[Excerpted data]

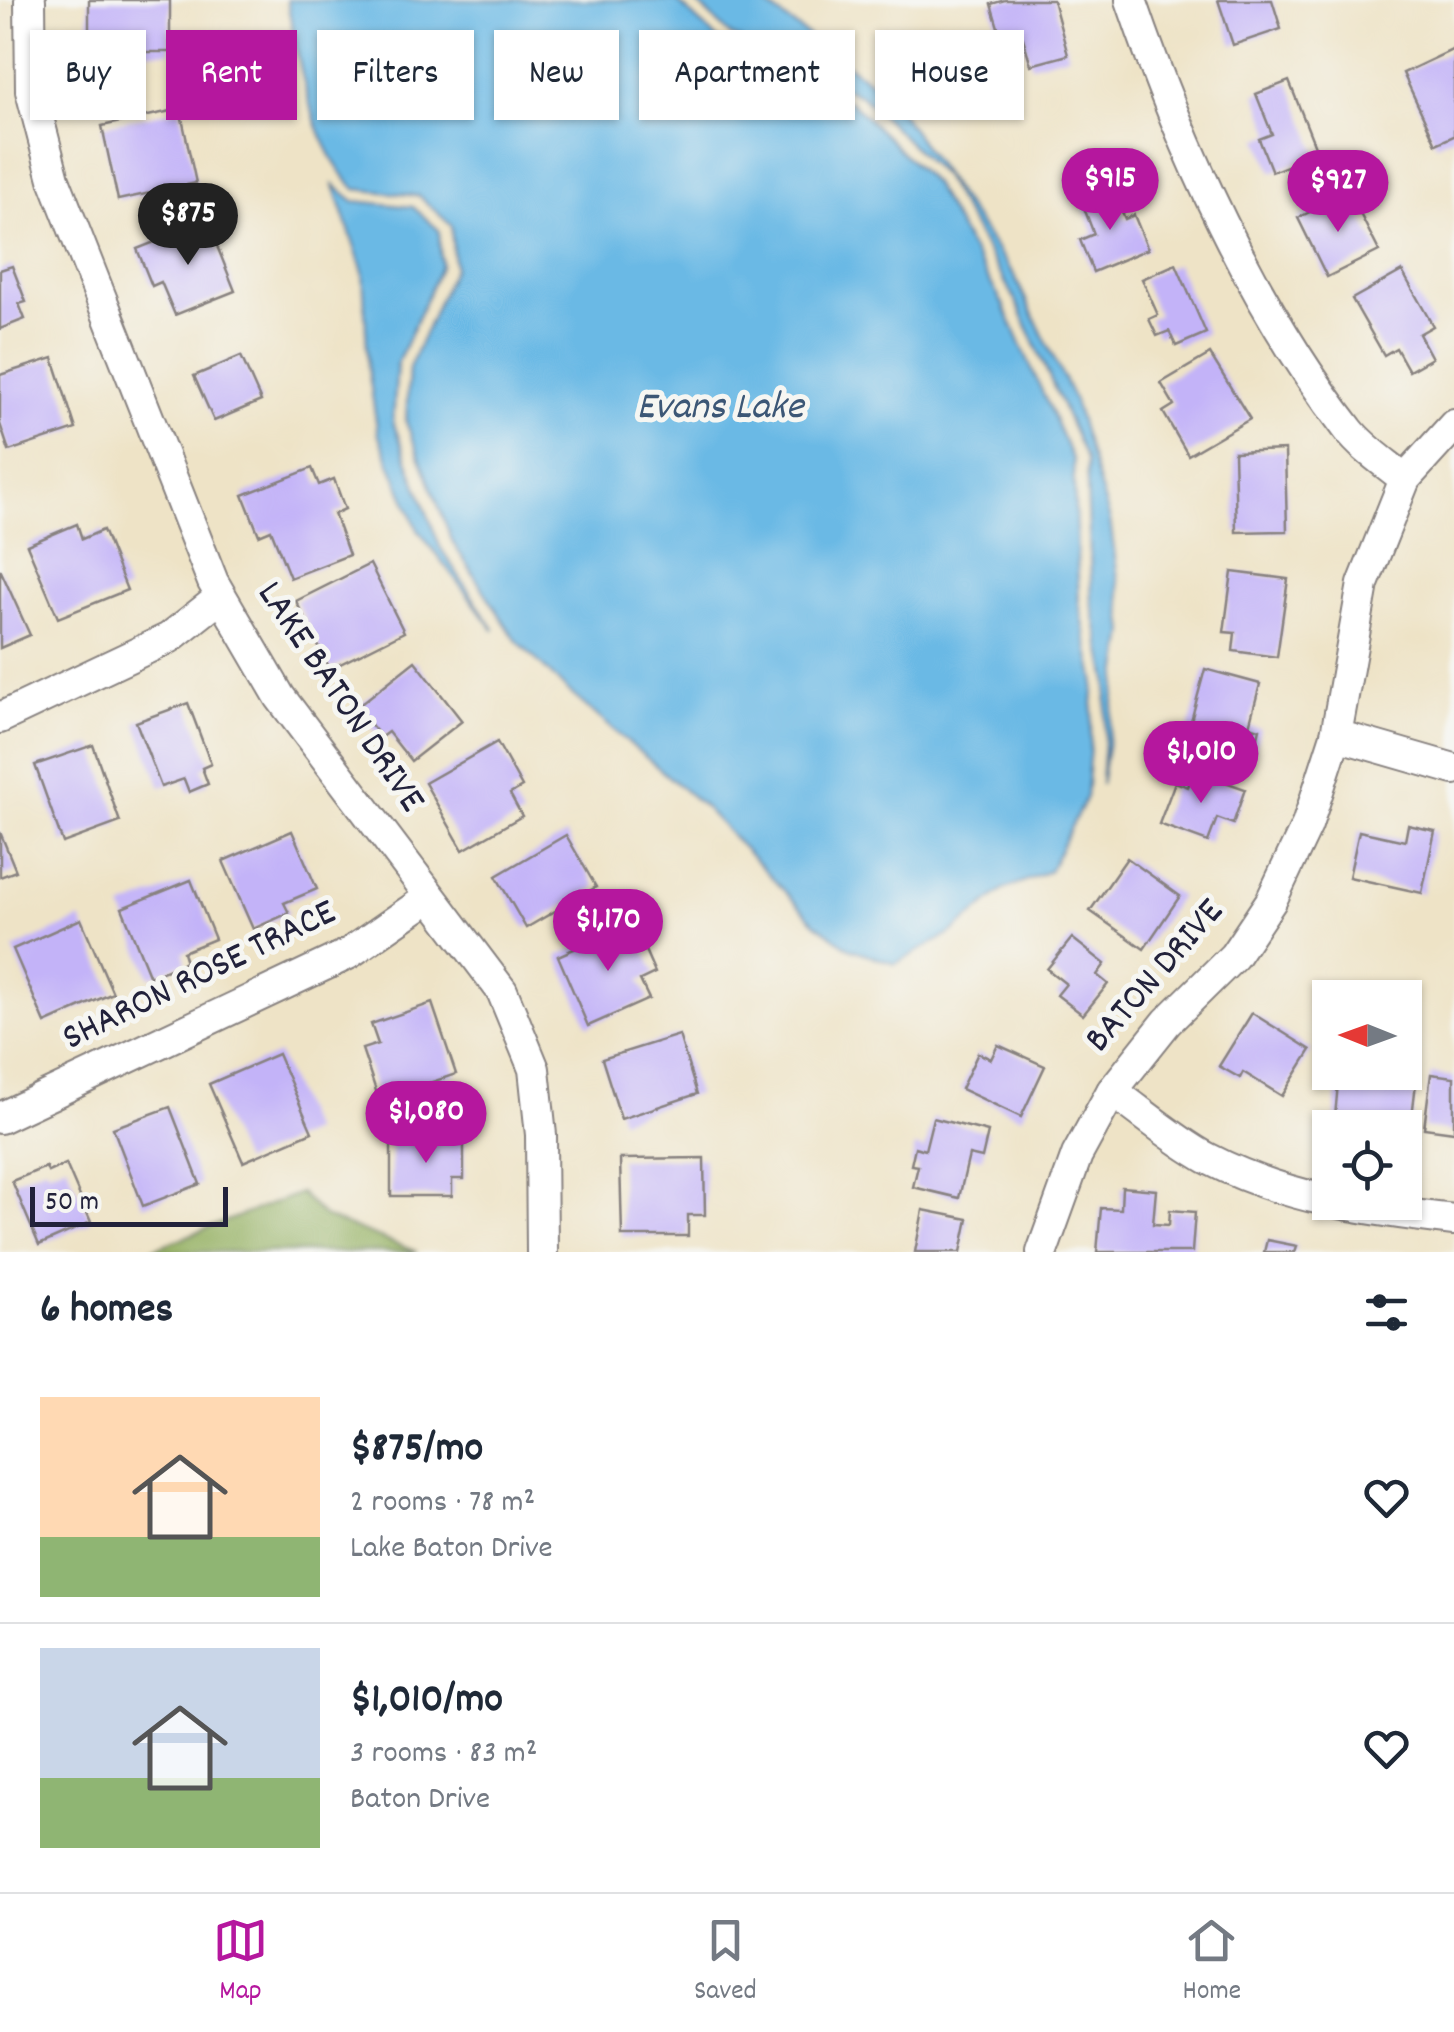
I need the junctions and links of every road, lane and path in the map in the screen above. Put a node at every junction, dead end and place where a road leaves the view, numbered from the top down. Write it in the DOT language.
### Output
graph roads {
  1 [pos="30,0"];
  2 [pos="1131,0"];
  3 [pos="1454,424"];
  4 [pos="1405,480"];
  5 [pos="221,597"];
  6 [pos="0,718"];
  7 [pos="1336,735"];
  8 [pos="1454,769"];
  9 [pos="430,897"];
  10 [pos="1112,1091"];
  11 [pos="0,1118"];
  12 [pos="1454,1220"];
  13 [pos="542,1252"];
  14 [pos="1042,1252"];
  1 -- 5 [label="street, LAKE BATON DRIVE"];
  2 -- 4 [label="street"];
  3 -- 4 [label="street, BATON DRIVE"];
  4 -- 7 [label="street, BATON DRIVE"];
  5 -- 6 [label="street"];
  5 -- 9 [label="street, LAKE BATON DRIVE"];
  7 -- 8 [label="street"];
  7 -- 10 [label="street, BATON DRIVE"];
  9 -- 11 [label="street, SHARON ROSE TRACE"];
  9 -- 13 [label="street, LAKE BATON DRIVE"];
  10 -- 12 [label="street"];
  10 -- 14 [label="street, BATON DRIVE"];
}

[Action item] The copy you produce must repeat all the entries exactly and contain no pictures.

[Output for this task]
I need the junctions and links of every road, lane and path in the map in the screen above. Put a node at every junction, dead end and place where a road leaves the view, numbered from the top down. Write it in the DOT language.
### Output
graph roads {
  1 [pos="30,0"];
  2 [pos="1131,0"];
  3 [pos="1454,424"];
  4 [pos="1405,480"];
  5 [pos="221,597"];
  6 [pos="0,718"];
  7 [pos="1336,735"];
  8 [pos="1454,769"];
  9 [pos="430,897"];
  10 [pos="1112,1091"];
  11 [pos="0,1118"];
  12 [pos="1454,1220"];
  13 [pos="542,1252"];
  14 [pos="1042,1252"];
  1 -- 5 [label="street, LAKE BATON DRIVE"];
  2 -- 4 [label="street"];
  3 -- 4 [label="street, BATON DRIVE"];
  4 -- 7 [label="street, BATON DRIVE"];
  5 -- 6 [label="street"];
  5 -- 9 [label="street, LAKE BATON DRIVE"];
  7 -- 8 [label="street"];
  7 -- 10 [label="street, BATON DRIVE"];
  9 -- 11 [label="street, SHARON ROSE TRACE"];
  9 -- 13 [label="street, LAKE BATON DRIVE"];
  10 -- 12 [label="street"];
  10 -- 14 [label="street, BATON DRIVE"];
}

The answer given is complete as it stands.